The film’s female characters, meanwhile, fall correspond to one of two extremes: sex objects (his wife and the graduate student) or cold, rather austere women (his mother and daughters). All, however, are materialistic and calculating: while this could be said to show their shrewdness, at base it reflects the fact that these women depend on men for their material wellbeing. The figure of the absurdly sexualised graduate student is most objectionable: even when a woman devotes her life to the intellect, Leaving insists on her physical attributes above all. The film even parodies academic interests, as the student instantly switches her studious adoration to the new chancellor, making her yet another stereotyped female opportunist.

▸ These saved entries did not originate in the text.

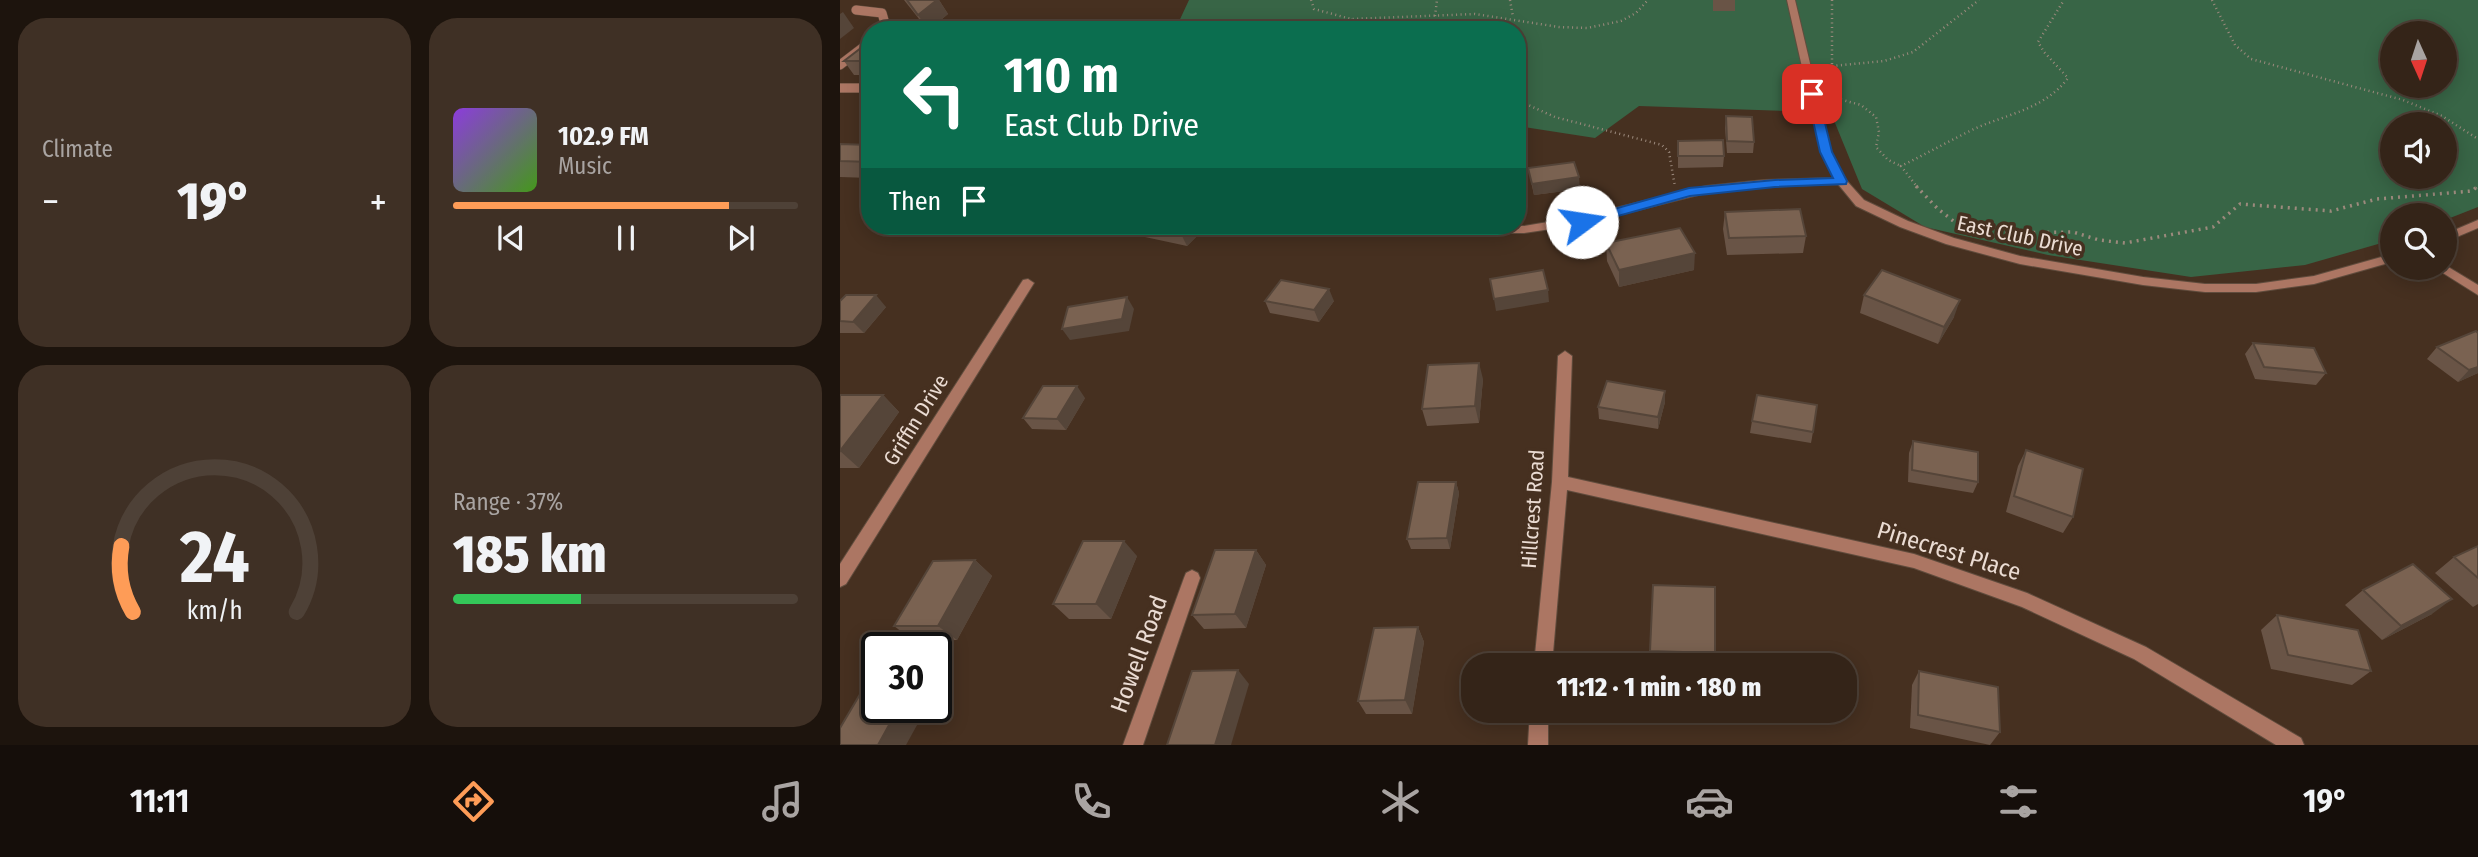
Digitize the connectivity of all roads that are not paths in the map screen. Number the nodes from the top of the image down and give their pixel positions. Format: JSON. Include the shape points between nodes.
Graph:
{"nodes":[{"id":1,"x":864,"y":0,"type":"edge"},
{"id":2,"x":1791,"y":0,"type":"edge"},
{"id":3,"x":884,"y":21,"type":"edge"},
{"id":4,"x":861,"y":49,"type":"edge"},
{"id":5,"x":840,"y":65,"type":"edge"},
{"id":6,"x":840,"y":88,"type":"edge"},
{"id":7,"x":861,"y":88,"type":"edge"},
{"id":8,"x":1841,"y":181,"type":"junction"},
{"id":9,"x":2478,"y":224,"type":"edge"},
{"id":10,"x":1526,"y":231,"type":"edge"},
{"id":11,"x":2457,"y":233,"type":"edge"},
{"id":12,"x":2380,"y":261,"type":"edge"},
{"id":13,"x":2457,"y":278,"type":"edge"},
{"id":14,"x":1028,"y":283,"type":"dead end"},
{"id":15,"x":2478,"y":291,"type":"edge"},
{"id":16,"x":1564,"y":356,"type":"dead end"},
{"id":17,"x":1560,"y":482,"type":"junction"},
{"id":18,"x":1192,"y":578,"type":"dead end"},
{"id":19,"x":840,"y":579,"type":"edge"},
{"id":20,"x":1544,"y":653,"type":"edge"},
{"id":21,"x":1539,"y":723,"type":"edge"},
{"id":22,"x":1133,"y":745,"type":"edge"},
{"id":23,"x":1538,"y":745,"type":"edge"},
{"id":24,"x":2294,"y":745,"type":"edge"}],
"edges":[{"from":1,"to":3,"type":"lane","via":[[856,10],[882,13]]},
{"from":2,"to":8,"type":"street","name":"East Club Drive","via":[[1817,94],[1826,152]]},
{"from":4,"to":5,"type":"lane"},
{"from":6,"to":7,"type":"lane"},
{"from":8,"to":10,"type":"street","via":[[1715,189]]},
{"from":8,"to":12,"type":"street","name":"East Club Drive","via":[[1861,204],[1976,248],[2143,281],[2256,288],[2314,280]]},
{"from":9,"to":11,"type":"street"},
{"from":13,"to":15,"type":"street"},
{"from":14,"to":19,"type":"street","name":"Griffin Drive"},
{"from":16,"to":17,"type":"street","name":"Hillcrest Road"},
{"from":17,"to":20,"type":"street","name":"Hillcrest Road"},
{"from":17,"to":24,"type":"street","name":"Pinecrest Place","via":[[1914,561],[2027,601],[2140,653]]},
{"from":18,"to":22,"type":"street","name":"Howell Road"},
{"from":21,"to":23,"type":"street"}]}
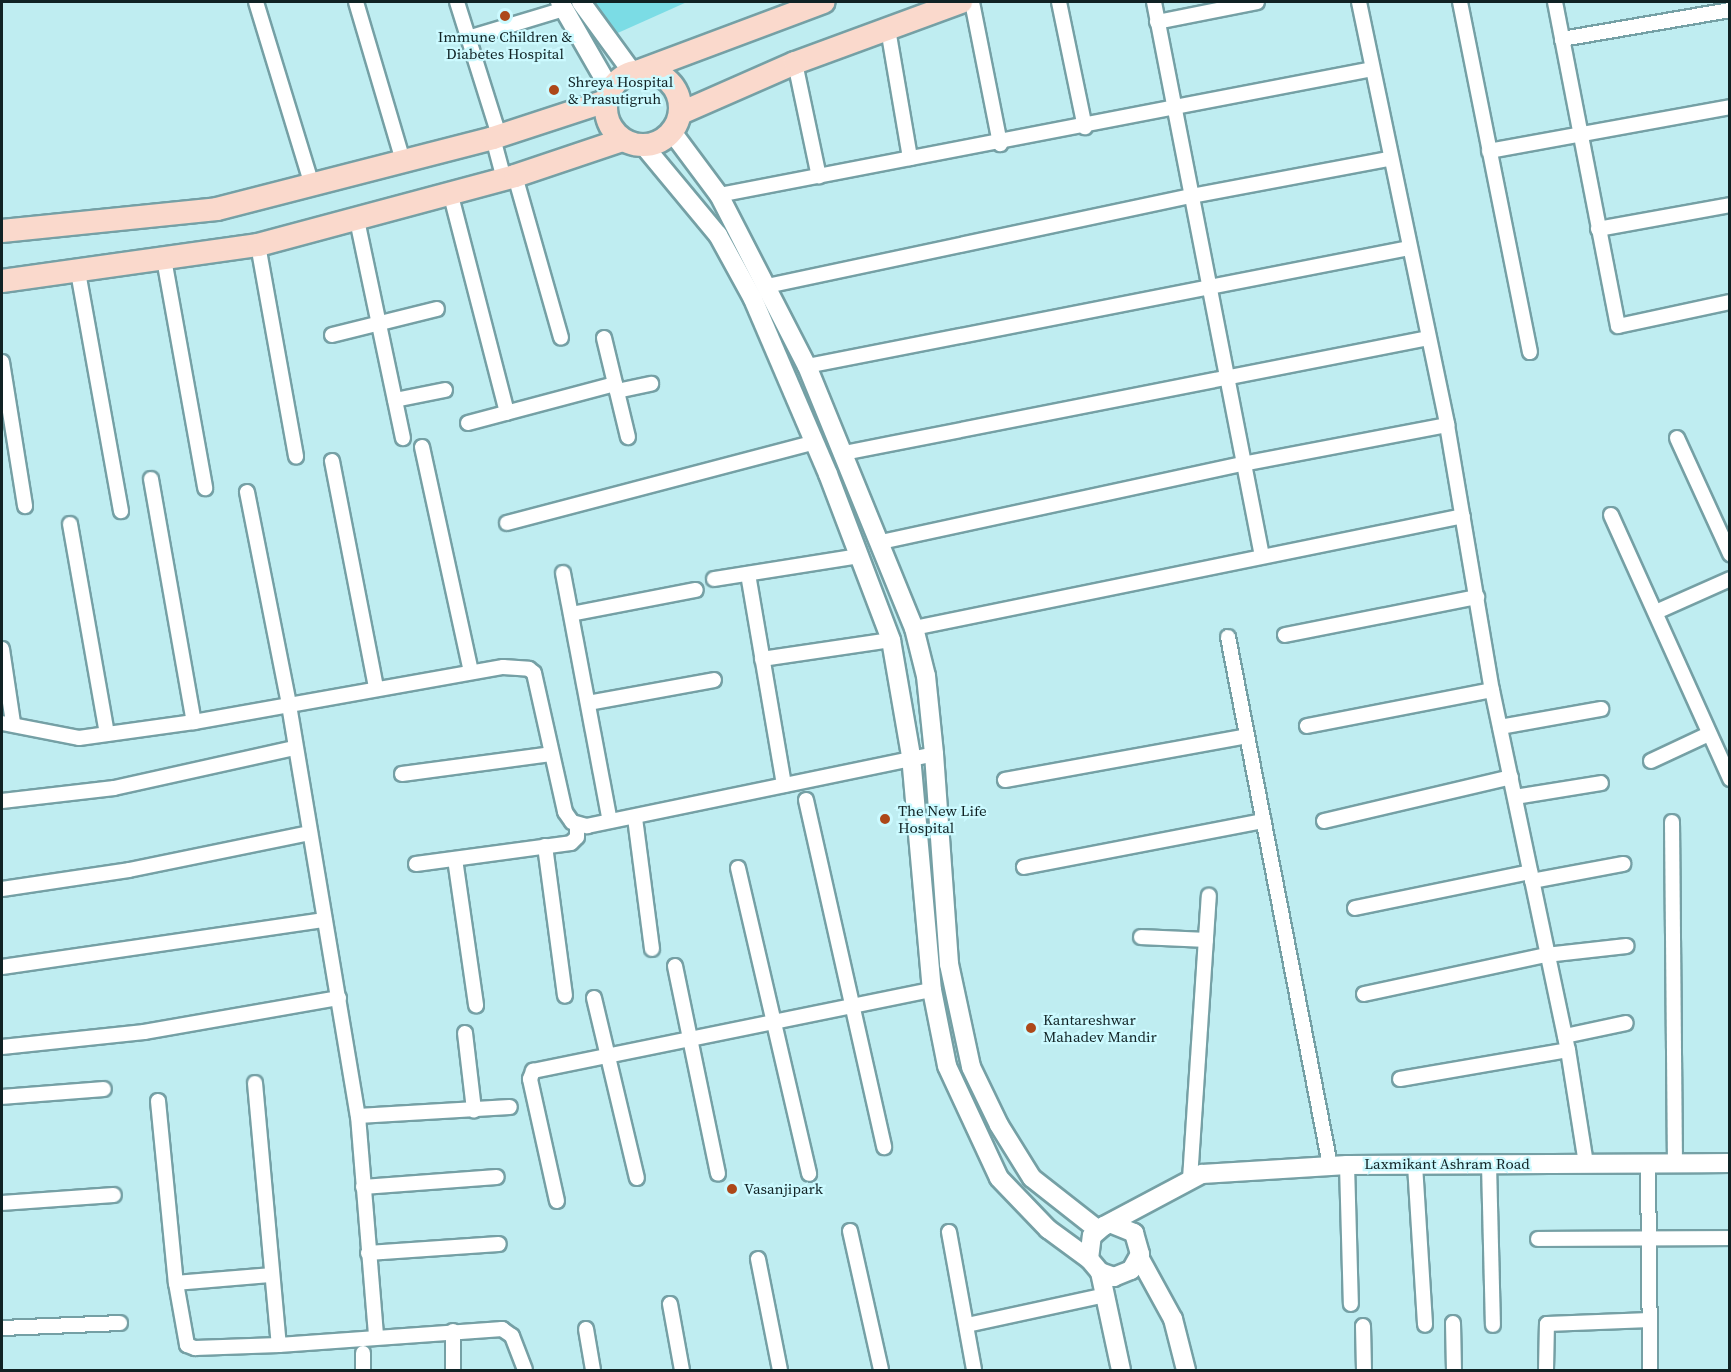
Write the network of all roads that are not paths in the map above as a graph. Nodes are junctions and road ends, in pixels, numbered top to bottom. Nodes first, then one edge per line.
1 (256, 2) edge
2 (356, 2) edge
3 (457, 2) edge
4 (581, 2) edge
5 (824, 2) edge
6 (961, 2) edge
7 (972, 2) edge
8 (1059, 2) edge
9 (1154, 2) edge
10 (1257, 2) edge
11 (1359, 2) edge
12 (1460, 2) edge
13 (1555, 2) edge
14 (562, 5) edge
15 (1730, 10) edge
16 (1157, 22) junction
17 (888, 29) junction
18 (468, 38) junction
19 (1562, 39) junction
20 (795, 63) junction
21 (1372, 69) junction
22 (637, 71) junction
23 (608, 95) junction
24 (1730, 107) edge
25 (1174, 109) junction
26 (676, 122) junction
27 (1085, 127) junction
28 (1580, 134) junction
29 (496, 137) junction
30 (622, 140) junction
31 (1000, 144) junction
32 (644, 146) junction
33 (1489, 151) junction
34 (910, 158) junction
35 (1389, 159) junction
36 (403, 161) junction
37 (510, 177) junction
38 (819, 177) junction
39 (312, 185) junction
40 (450, 192) junction
41 (719, 195) junction
42 (1191, 196) junction
43 (1730, 205) edge
44 (357, 219) junction
45 (1598, 229) junction
46 (2, 231) edge
47 (258, 245) junction
48 (1409, 248) junction
49 (164, 259) junction
50 (78, 272) junction
51 (2, 281) edge
52 (1208, 285) junction
53 (767, 286) junction
54 (1730, 302) edge
55 (438, 309) dead end
56 (379, 323) junction
57 (332, 335) dead end
58 (561, 338) dead end
59 (604, 338) dead end
60 (1428, 338) junction
61 (1530, 352) dead end
62 (2, 362) edge
63 (807, 366) junction
64 (1226, 378) junction
65 (651, 384) dead end
66 (616, 388) junction
67 (445, 390) dead end
68 (395, 400) junction
69 (507, 413) junction
70 (468, 423) dead end
71 (1448, 425) junction
72 (628, 437) dead end
73 (403, 438) dead end
74 (1677, 438) dead end
75 (813, 443) junction
76 (422, 447) dead end
77 (844, 453) junction
78 (296, 457) dead end
79 (332, 461) dead end
80 (1242, 464) junction
81 (150, 479) dead end
82 (205, 488) dead end
83 (247, 492) dead end
84 (26, 506) dead end
85 (121, 511) dead end
86 (1611, 515) dead end
87 (1463, 516) junction
88 (507, 523) dead end
89 (70, 524) dead end
90 (881, 542) junction
91 (1730, 554) edge
92 (860, 556) junction
93 (1262, 556) junction
94 (563, 573) dead end
95 (748, 574) junction
96 (714, 579) dead end
97 (1730, 579) edge
98 (696, 590) dead end
99 (1477, 597) junction
100 (1656, 612) junction
101 (571, 614) junction
102 (914, 628) junction
103 (1285, 635) dead end
104 (1228, 637) dead end
105 (891, 640) junction
106 (2, 649) edge
107 (762, 659) junction
108 (471, 672) junction
109 (714, 680) dead end
110 (376, 688) junction
111 (1492, 690) junction
112 (588, 702) junction
113 (289, 705) junction
114 (1601, 709) dead end
115 (194, 722) junction
116 (7, 723) edge
117 (1307, 726) dead end
118 (1500, 727) junction
119 (106, 734) junction
120 (1709, 734) junction
121 (1247, 736) junction
122 (294, 748) junction
123 (551, 754) junction
124 (934, 754) junction
125 (911, 756) junction
126 (1651, 761) dead end
127 (402, 774) dead end
128 (1510, 777) junction
129 (1730, 779) edge
130 (1005, 780) dead end
131 (1601, 783) dead end
132 (784, 785) junction
133 (1515, 796) junction
134 (806, 800) dead end
135 (2, 801) edge
136 (635, 818) junction
137 (1264, 820) junction
138 (1324, 820) dead end
139 (610, 821) junction
140 (1672, 822) dead end
141 (577, 824) junction
142 (310, 833) junction
143 (545, 846) junction
144 (455, 859) junction
145 (416, 864) dead end
146 (1623, 864) dead end
147 (1024, 867) dead end
148 (738, 868) dead end
149 (1531, 877) junction
150 (2, 889) edge
151 (1209, 896) dead end
152 (1355, 908) dead end
153 (325, 920) junction
154 (1141, 937) dead end
155 (1206, 940) junction
156 (1626, 946) dead end
157 (652, 950) dead end
158 (1546, 956) junction
159 (675, 966) dead end
160 (2, 967) edge
161 (932, 990) junction
162 (1364, 994) dead end
163 (565, 996) dead end
164 (339, 998) junction
165 (594, 998) dead end
166 (476, 1005) dead end
167 (853, 1006) junction
168 (774, 1022) junction
169 (1626, 1023) dead end
170 (465, 1033) dead end
171 (1565, 1036) junction
172 (690, 1039) junction
173 (2, 1047) edge
174 (1568, 1050) junction
175 (607, 1054) junction
176 (1400, 1079) dead end
177 (255, 1083) dead end
178 (104, 1089) dead end
179 (2, 1097) edge
180 (158, 1101) dead end
181 (510, 1107) dead end
182 (474, 1110) junction
183 (358, 1116) junction
184 (884, 1147) dead end
185 (1675, 1163) junction
186 (1730, 1163) edge
187 (1415, 1164) junction
188 (1489, 1164) junction
189 (1586, 1164) junction
190 (1648, 1164) junction
191 (1339, 1165) junction
192 (718, 1174) dead end
193 (809, 1174) dead end
194 (498, 1177) dead end
195 (637, 1178) dead end
196 (1190, 1179) junction
197 (363, 1187) junction
198 (1171, 1192) junction
199 (114, 1195) dead end
200 (557, 1201) dead end
201 (2, 1203) edge
202 (1105, 1227) junction
203 (850, 1231) dead end
204 (949, 1232) dead end
205 (1134, 1233) junction
206 (1730, 1238) edge
207 (1538, 1239) dead end
208 (1651, 1239) junction
209 (499, 1244) dead end
210 (369, 1253) junction
211 (1139, 1257) junction
212 (758, 1259) dead end
213 (1094, 1265) junction
214 (272, 1275) junction
215 (176, 1283) junction
216 (1106, 1294) junction
217 (670, 1304) dead end
218 (1351, 1304) dead end
219 (1650, 1320) junction
220 (120, 1323) dead end
221 (1452, 1323) dead end
222 (967, 1325) junction
223 (1425, 1325) dead end
224 (1493, 1325) dead end
225 (1363, 1326) dead end
226 (2, 1328) edge
227 (586, 1329) dead end
228 (453, 1331) junction
229 (376, 1335) junction
230 (279, 1345) junction
231 (363, 1353) dead end
232 (363, 1371) edge
233 (453, 1371) edge
234 (525, 1371) edge
235 (593, 1371) edge
236 (682, 1371) edge
237 (780, 1371) edge
238 (881, 1371) edge
239 (974, 1371) edge
240 (1121, 1371) edge
241 (1186, 1371) edge
242 (1364, 1371) edge
243 (1454, 1371) edge
244 (1546, 1371) edge
245 (1650, 1371) edge

1 - 39 street
2 - 36 street
3 - 18 street
4 - 22 street
5 - 22 main road
6 - 17 main road
7 - 31 street
8 - 27 street
9 - 16 street
10 - 16 street
11 - 21 street
12 - 33 street
13 - 19 street
14 - 18 street
14 - 23 street
15 - 19 street
16 - 25 street
17 - 20 main road
17 - 34 street
18 - 29 street
19 - 28 street
20 - 26 main road
20 - 38 street
21 - 25 street
21 - 35 street
22 - 23 main road
22 - 26 main road
23 - 29 main road
23 - 30 main road
24 - 28 street
25 - 27 street
25 - 42 street
26 - 32 main road
26 - 41 street
27 - 31 street
28 - 33 street
28 - 45 street
29 - 36 main road
29 - 37 street
30 - 32 main road
30 - 37 main road
31 - 34 street
32 - 75 street
33 - 61 street
34 - 38 street
35 - 42 street
35 - 48 street
36 - 39 main road
37 - 40 main road
37 - 58 street
38 - 41 street
39 - 46 main road
40 - 44 main road
40 - 69 street
41 - 53 street
42 - 52 street
42 - 53 street
43 - 45 street
44 - 47 main road
44 - 56 street
45 - 54 street
47 - 49 main road
47 - 78 street
48 - 52 street
48 - 60 street
49 - 50 main road
49 - 82 street
50 - 51 main road
50 - 85 street
52 - 63 street
52 - 64 street
53 - 63 street
55 - 56 street
56 - 57 street
56 - 68 street
59 - 66 street
60 - 64 street
60 - 71 street
62 - 84 street
63 - 77 street
64 - 77 street
64 - 80 street
65 - 66 street
66 - 69 street
66 - 72 street
67 - 68 street
68 - 73 street
69 - 70 street
71 - 80 street
71 - 87 street
74 - 91 street
75 - 88 street
75 - 92 street
76 - 108 street
77 - 90 street
79 - 110 street
80 - 90 street
80 - 93 street
81 - 115 street
83 - 113 street
86 - 100 street
87 - 93 street
87 - 99 street
89 - 119 street
90 - 102 street
92 - 95 street
92 - 105 street
93 - 102 street
94 - 101 street
95 - 96 street
95 - 107 street
97 - 100 street
98 - 101 street
99 - 103 street
99 - 111 street
100 - 120 street
101 - 112 street
102 - 124 street
104 - 121 street
105 - 107 street
105 - 125 street
106 - 116 street
107 - 132 street
108 - 110 street
108 - 123 street
109 - 112 street
110 - 113 street
111 - 117 street
111 - 118 street
112 - 139 street
113 - 115 street
113 - 122 street
114 - 118 street
115 - 119 street
116 - 119 street
118 - 128 street
120 - 126 street
120 - 129 street
121 - 130 street
121 - 137 street
122 - 135 street
122 - 142 street
123 - 127 street
123 - 141 street
124 - 125 street
124 - 202 street
125 - 132 street
125 - 161 street
128 - 133 street
128 - 138 street
131 - 133 street
132 - 136 street
133 - 149 street
134 - 167 street
136 - 139 street
136 - 157 street
137 - 147 street
137 - 191 street
139 - 141 street
140 - 185 street
141 - 143 street
142 - 150 street
142 - 153 street
143 - 144 street
143 - 163 street
144 - 145 street
144 - 166 street
146 - 149 street
148 - 168 street
149 - 152 street
149 - 158 street
151 - 155 street
153 - 160 street
153 - 164 street
154 - 155 street
155 - 196 street
156 - 158 street
158 - 162 street
158 - 171 street
159 - 172 street
161 - 167 street
161 - 213 street
164 - 173 street
164 - 183 street
165 - 175 street
167 - 168 street
167 - 184 street
168 - 172 street
168 - 193 street
169 - 171 street
170 - 182 street
171 - 174 street
172 - 175 street
172 - 192 street
174 - 176 street
174 - 189 street
175 - 195 street
175 - 200 street
177 - 214 street
178 - 179 street
180 - 215 street
181 - 182 street
182 - 183 street
183 - 197 street
185 - 186 street, Laxmikant Ashram Road
185 - 190 street, Laxmikant Ashram Road
187 - 188 street, Laxmikant Ashram Road
187 - 191 street, Laxmikant Ashram Road
187 - 223 street
188 - 189 street, Laxmikant Ashram Road
188 - 224 street
189 - 190 street, Laxmikant Ashram Road
190 - 208 street
191 - 196 street, Laxmikant Ashram Road
191 - 218 street
194 - 197 street
196 - 198 street, Laxmikant Ashram Road
197 - 210 street
198 - 202 street, Laxmikant Ashram Road
198 - 205 street, Laxmikant Ashram Road
199 - 201 street
202 - 205 street
202 - 213 street
203 - 238 street
204 - 222 street
205 - 211 street
206 - 208 street
207 - 208 street
208 - 219 street
209 - 210 street
210 - 229 street
211 - 213 street
211 - 241 street
212 - 237 street
213 - 216 street
214 - 215 street
214 - 230 street
215 - 230 street
216 - 222 street
216 - 240 street
217 - 236 street
219 - 244 street
219 - 245 street
220 - 226 street
221 - 243 street
222 - 239 street
225 - 242 street
227 - 235 street
228 - 229 street
228 - 233 street
228 - 234 street
229 - 230 street
231 - 232 street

Ultimately this film parodies every character, though it is a bit softer on the Vilém’s teenage daughter: the only constructively resourceful character in the film, it is she who ultimately saves the family through a cross-cultural relationship (notably conducted in English, over her mobile phone and the internet). Perhaps Havel intended to present the European Union as the best means of escape from an insular confrontation between the outdated elite and a new generation of uncultured, corrupt parvenus.
The other problem with the film is that Havel seems hardly to have grasped cinema’s language. There are attempts to make the film cinematic: the use of slow motion, baroque angles and, most disconcertingly, racking focus over a short depth of field, which gives a bilious fisheye effect. The entire film takes place in the garden of the ex-chancellor’s ministerial mansion, with the mansion itself as a backdrop and a pond in the foreground. There are precious few departures from this boring setting: a handful of shots show another part of the garden, or the field or road just outside the estate. Essentially, the film differs very little from a stage play with a single set. Even the initially amusing physical obstacles mentioned earlier feel like stage props, with one anchored at the centre and the other at the side of the set. The script itself, with its insistent themes, stilted lines, and formal entrances and exits, feels as though it has barely been altered at all from its original form. It creates the claustrophobic impression characteristic of a film that has been badly adapted from a play. We are shut in a small space with a bunch of unsympathetic characters: I can think of few greater cinematic tortures.